DATA SHOWN |
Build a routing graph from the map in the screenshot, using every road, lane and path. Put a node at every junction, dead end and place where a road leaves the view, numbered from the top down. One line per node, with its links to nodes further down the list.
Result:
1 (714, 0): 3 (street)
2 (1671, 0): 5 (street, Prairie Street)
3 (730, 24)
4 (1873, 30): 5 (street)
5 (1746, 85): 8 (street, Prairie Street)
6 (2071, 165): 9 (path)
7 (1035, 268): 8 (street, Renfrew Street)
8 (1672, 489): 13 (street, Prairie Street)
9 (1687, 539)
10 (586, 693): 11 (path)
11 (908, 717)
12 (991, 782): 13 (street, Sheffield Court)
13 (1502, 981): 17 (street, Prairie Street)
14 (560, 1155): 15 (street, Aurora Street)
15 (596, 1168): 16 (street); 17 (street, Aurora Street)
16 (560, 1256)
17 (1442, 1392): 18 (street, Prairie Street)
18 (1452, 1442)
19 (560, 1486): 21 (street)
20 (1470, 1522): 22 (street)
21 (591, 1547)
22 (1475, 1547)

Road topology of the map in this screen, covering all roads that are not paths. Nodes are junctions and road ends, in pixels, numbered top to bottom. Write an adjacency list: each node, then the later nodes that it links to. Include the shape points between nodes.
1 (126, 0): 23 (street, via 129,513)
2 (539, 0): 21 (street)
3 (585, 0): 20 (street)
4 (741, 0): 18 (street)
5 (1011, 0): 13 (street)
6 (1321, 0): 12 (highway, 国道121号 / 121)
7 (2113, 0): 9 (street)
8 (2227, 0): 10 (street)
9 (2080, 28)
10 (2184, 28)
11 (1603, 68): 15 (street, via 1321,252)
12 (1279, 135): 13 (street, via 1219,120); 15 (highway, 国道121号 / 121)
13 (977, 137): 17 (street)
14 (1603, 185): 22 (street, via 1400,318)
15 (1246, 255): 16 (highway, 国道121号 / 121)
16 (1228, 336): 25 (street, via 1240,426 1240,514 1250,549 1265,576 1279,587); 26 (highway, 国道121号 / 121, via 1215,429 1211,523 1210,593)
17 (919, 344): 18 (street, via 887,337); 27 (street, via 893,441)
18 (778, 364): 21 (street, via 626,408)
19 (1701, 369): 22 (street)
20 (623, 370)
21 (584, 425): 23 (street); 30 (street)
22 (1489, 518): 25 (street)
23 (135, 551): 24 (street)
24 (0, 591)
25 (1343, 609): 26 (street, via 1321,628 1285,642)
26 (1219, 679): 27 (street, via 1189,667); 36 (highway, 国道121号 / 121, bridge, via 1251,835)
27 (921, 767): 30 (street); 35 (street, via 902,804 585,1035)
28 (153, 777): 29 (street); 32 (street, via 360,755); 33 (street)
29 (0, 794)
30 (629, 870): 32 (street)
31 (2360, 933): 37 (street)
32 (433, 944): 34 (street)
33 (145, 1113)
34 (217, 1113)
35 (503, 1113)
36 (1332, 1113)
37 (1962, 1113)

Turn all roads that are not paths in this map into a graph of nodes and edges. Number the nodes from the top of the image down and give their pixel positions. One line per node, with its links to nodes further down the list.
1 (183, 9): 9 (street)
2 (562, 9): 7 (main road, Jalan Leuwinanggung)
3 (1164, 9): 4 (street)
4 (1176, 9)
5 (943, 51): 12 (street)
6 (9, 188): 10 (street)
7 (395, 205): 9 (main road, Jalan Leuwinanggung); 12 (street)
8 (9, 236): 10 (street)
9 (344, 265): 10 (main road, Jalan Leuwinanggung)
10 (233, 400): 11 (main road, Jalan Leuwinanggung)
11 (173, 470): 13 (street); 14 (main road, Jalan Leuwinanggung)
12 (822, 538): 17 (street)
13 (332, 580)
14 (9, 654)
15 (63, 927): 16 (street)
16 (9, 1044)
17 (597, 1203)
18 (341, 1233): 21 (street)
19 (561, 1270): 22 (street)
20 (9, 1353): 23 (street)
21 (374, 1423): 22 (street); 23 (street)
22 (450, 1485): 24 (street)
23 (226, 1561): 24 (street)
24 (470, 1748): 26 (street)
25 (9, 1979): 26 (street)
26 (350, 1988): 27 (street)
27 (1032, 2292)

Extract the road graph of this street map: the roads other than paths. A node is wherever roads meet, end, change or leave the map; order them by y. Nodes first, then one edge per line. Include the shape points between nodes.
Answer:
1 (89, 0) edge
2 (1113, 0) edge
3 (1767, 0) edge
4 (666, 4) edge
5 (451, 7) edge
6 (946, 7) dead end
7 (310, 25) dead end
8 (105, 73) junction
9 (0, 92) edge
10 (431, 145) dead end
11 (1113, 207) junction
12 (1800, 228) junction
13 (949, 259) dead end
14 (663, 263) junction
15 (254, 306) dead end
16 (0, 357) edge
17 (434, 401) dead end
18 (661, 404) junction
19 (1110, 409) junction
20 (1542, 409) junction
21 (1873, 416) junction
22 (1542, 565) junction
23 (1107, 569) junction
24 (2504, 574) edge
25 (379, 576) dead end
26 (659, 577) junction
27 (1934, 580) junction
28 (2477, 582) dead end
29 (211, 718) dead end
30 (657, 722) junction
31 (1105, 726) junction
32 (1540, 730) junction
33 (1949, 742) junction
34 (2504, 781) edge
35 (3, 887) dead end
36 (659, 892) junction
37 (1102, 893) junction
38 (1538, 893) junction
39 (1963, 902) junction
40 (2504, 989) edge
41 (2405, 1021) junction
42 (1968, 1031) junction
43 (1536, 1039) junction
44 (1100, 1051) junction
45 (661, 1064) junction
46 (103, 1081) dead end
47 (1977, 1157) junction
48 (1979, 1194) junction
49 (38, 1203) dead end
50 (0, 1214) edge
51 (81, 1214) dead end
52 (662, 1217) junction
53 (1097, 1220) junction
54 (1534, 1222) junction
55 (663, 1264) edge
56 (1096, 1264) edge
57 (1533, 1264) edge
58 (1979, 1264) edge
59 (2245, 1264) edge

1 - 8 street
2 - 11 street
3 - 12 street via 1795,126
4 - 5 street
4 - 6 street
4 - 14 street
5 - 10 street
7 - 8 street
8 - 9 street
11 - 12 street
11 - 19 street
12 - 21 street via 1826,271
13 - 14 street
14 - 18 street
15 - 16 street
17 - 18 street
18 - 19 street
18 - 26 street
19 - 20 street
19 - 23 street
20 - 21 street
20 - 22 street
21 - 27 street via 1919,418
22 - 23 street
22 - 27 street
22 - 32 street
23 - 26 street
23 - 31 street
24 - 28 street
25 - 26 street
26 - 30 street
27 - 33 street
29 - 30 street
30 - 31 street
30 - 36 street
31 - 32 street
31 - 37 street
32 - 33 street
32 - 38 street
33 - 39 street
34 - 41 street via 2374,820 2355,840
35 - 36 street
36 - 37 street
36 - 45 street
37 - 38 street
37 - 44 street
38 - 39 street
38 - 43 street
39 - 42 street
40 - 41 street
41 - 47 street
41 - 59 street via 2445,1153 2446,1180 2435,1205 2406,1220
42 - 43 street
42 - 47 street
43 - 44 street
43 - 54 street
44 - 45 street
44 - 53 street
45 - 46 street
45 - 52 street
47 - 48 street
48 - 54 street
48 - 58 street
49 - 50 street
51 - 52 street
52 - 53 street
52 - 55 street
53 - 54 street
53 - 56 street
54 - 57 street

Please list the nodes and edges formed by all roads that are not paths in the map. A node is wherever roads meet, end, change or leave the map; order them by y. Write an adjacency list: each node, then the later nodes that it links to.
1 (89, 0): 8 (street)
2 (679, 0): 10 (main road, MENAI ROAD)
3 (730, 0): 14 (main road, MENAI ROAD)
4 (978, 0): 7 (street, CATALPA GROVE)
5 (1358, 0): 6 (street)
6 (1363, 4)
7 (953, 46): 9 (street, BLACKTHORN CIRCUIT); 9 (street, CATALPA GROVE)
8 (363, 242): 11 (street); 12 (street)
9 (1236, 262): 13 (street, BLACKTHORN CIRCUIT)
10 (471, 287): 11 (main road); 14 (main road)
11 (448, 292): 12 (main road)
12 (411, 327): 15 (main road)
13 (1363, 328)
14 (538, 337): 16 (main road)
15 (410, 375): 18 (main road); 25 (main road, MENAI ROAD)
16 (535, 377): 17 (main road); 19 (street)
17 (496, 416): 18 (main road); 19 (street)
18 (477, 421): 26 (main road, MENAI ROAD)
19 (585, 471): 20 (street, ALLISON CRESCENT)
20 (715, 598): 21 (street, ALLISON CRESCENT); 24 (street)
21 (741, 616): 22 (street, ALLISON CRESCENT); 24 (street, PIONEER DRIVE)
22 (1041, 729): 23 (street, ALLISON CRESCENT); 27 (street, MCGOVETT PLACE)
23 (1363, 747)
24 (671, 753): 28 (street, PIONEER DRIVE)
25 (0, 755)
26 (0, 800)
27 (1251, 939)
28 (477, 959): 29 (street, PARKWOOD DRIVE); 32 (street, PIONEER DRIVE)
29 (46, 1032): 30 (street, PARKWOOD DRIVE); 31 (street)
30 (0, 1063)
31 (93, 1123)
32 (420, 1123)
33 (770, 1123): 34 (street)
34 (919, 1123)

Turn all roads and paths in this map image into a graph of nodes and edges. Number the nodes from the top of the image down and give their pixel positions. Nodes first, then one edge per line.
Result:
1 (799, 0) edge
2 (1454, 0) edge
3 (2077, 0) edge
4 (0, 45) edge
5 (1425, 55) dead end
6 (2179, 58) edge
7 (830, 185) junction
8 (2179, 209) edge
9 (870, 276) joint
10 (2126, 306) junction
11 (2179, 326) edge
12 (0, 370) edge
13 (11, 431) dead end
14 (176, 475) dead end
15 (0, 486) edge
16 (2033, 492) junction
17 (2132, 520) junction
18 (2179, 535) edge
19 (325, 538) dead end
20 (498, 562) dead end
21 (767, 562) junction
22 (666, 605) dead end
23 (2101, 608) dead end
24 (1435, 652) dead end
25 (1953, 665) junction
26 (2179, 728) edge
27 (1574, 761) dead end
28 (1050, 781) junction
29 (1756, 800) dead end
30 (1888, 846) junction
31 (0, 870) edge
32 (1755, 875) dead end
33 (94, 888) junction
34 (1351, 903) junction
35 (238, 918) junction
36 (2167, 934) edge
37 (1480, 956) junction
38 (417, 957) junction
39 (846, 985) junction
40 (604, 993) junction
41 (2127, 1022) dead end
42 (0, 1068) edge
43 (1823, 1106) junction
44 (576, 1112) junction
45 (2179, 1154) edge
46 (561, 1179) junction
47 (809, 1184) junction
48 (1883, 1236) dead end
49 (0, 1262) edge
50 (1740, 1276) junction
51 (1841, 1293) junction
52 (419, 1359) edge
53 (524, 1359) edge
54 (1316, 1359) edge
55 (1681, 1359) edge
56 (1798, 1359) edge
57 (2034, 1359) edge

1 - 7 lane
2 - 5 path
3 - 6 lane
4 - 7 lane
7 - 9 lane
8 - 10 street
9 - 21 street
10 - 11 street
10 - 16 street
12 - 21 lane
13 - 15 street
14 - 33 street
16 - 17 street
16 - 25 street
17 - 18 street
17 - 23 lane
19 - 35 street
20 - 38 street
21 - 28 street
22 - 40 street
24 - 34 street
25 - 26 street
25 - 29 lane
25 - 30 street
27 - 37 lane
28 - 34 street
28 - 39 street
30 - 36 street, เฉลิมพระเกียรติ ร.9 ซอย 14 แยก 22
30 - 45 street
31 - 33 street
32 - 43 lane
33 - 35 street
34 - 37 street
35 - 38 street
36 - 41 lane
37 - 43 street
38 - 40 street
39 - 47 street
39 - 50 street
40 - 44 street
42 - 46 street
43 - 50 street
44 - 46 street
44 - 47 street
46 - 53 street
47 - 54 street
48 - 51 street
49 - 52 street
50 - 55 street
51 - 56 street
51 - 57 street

TASK TO COMPLETE | If a line in the entries above includes "ALLISON", count it; report the total alone.

TASK RESPONSE | 4